— THE INPUT —

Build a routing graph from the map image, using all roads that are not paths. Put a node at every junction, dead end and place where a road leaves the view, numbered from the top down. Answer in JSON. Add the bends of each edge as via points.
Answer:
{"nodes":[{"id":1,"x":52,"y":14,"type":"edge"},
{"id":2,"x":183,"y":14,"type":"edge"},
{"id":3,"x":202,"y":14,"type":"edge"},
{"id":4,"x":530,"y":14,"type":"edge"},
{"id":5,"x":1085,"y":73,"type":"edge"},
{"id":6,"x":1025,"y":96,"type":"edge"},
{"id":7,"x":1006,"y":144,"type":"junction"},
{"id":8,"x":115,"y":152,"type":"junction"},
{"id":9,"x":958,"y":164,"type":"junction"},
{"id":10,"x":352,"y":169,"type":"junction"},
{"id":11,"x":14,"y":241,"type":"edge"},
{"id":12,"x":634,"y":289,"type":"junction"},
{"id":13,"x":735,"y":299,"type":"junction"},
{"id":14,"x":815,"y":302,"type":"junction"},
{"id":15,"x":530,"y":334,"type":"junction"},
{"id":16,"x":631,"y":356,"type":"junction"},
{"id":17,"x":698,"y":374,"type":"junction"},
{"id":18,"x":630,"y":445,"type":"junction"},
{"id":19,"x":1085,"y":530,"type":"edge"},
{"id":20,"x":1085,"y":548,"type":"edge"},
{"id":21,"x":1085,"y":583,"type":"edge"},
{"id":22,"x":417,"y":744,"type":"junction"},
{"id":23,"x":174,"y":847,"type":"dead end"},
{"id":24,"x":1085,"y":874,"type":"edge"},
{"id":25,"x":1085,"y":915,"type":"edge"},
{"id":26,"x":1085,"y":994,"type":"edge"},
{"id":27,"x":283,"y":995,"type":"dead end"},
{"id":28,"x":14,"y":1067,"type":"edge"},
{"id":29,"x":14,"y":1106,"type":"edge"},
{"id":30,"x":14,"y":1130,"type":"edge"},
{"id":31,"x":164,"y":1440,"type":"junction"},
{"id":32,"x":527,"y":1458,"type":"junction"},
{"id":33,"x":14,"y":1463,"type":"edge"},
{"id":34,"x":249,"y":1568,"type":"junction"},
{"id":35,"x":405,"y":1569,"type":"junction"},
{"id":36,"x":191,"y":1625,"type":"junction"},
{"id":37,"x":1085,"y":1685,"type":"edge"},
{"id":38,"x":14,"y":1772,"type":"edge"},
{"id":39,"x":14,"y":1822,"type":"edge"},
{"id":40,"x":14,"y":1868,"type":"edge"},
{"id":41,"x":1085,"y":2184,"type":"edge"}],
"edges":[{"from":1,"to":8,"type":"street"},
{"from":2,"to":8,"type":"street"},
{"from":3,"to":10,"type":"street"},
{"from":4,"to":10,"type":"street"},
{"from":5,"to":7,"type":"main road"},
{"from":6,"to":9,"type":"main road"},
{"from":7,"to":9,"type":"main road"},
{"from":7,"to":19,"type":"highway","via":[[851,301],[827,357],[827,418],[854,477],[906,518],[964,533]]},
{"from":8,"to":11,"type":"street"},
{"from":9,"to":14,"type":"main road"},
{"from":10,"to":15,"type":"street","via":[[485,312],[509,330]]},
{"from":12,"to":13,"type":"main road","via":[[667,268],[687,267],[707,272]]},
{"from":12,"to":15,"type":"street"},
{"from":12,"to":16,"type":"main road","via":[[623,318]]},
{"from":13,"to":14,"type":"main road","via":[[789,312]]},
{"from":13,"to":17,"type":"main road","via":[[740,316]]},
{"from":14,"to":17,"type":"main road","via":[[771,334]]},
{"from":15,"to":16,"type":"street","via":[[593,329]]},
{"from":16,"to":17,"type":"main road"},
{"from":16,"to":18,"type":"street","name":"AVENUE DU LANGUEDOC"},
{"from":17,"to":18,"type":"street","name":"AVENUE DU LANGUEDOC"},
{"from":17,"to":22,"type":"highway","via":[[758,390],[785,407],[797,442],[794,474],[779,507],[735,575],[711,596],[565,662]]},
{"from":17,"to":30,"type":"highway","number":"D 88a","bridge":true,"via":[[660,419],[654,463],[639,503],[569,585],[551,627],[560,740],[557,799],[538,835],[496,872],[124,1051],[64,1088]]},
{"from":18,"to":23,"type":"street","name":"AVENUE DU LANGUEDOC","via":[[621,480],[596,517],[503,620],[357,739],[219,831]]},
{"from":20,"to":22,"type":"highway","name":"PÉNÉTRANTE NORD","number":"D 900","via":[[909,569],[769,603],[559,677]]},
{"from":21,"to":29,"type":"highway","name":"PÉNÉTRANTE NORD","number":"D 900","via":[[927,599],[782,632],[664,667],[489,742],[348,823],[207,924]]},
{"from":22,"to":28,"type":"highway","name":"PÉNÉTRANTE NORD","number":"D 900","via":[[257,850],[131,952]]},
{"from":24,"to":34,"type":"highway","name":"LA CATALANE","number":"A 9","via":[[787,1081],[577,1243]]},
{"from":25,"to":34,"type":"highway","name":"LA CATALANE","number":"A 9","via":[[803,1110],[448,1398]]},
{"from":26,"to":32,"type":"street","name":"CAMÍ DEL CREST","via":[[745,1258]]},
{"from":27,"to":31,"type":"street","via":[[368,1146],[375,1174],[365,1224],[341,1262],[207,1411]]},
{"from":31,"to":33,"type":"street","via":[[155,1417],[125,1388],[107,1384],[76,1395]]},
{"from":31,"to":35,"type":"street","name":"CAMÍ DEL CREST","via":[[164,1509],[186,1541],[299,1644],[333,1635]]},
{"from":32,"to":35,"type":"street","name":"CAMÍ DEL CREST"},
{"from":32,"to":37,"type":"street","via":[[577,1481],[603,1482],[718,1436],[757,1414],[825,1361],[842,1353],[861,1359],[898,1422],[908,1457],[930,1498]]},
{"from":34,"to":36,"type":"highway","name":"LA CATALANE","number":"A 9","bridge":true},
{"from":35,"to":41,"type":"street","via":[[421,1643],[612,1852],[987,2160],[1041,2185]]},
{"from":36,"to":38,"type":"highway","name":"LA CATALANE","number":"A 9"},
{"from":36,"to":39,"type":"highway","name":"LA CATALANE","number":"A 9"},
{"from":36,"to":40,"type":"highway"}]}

— ABOUT THIS TASK —
Work out how many lines of the records contain "PÉNÉTRANTE", and reply with the number alone.

— ANSWER BOX —
3